[Opening Source records section]

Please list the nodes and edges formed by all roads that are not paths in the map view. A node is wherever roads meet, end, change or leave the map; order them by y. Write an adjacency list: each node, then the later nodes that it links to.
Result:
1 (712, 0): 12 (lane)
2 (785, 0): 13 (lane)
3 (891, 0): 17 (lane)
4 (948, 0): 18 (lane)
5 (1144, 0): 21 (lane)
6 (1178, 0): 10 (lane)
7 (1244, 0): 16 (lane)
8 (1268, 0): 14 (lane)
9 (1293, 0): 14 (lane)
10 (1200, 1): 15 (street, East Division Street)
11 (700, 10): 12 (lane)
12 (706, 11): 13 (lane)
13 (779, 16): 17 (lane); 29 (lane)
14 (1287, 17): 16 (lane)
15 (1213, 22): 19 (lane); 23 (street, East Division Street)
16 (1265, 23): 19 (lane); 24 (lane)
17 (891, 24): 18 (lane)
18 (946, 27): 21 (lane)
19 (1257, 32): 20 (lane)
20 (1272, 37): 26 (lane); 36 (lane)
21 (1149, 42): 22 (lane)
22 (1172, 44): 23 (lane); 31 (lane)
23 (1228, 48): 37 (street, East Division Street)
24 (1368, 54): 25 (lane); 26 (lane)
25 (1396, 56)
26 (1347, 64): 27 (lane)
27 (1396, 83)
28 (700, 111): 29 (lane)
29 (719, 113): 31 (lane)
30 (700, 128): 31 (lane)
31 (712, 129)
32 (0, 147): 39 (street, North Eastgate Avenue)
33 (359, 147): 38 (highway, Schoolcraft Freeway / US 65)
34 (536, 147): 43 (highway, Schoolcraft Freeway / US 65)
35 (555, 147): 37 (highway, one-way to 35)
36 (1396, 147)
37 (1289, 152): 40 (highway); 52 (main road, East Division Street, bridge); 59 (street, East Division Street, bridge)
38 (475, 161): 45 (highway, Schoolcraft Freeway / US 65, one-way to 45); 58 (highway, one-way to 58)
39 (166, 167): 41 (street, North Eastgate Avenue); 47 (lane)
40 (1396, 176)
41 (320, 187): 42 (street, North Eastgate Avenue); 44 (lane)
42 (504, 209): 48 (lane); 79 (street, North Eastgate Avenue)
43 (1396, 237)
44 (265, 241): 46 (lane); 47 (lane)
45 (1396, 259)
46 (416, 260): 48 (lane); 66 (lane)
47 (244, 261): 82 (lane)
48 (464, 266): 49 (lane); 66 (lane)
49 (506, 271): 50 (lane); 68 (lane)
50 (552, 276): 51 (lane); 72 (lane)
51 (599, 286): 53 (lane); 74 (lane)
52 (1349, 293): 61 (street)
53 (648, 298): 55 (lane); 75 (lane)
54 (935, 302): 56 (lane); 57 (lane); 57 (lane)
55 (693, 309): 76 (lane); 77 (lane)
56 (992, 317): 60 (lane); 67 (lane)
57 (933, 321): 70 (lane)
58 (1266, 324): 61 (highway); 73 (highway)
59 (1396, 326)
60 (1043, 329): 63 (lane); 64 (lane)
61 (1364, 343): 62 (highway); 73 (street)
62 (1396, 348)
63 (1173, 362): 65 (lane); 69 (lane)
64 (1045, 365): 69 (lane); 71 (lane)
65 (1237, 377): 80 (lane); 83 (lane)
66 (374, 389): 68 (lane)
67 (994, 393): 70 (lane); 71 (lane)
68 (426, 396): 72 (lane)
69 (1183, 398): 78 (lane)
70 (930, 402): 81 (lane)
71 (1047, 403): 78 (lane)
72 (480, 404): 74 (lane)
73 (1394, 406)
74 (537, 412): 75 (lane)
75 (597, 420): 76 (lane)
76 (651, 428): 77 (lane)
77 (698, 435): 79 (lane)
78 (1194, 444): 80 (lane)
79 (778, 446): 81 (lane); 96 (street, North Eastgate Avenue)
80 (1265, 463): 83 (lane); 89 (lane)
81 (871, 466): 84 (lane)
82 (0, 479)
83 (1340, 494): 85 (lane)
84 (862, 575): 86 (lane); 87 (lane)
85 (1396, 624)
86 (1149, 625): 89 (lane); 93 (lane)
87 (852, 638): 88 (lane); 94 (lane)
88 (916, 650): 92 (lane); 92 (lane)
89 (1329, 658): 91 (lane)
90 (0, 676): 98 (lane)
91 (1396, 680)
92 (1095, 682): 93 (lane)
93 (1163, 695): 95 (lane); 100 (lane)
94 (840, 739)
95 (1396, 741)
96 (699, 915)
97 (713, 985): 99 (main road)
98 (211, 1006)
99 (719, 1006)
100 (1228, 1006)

[Closing Source records section]

Work instruction: How many lines in the records above contain the word "street"? Give only the number.

Reply to the task: 11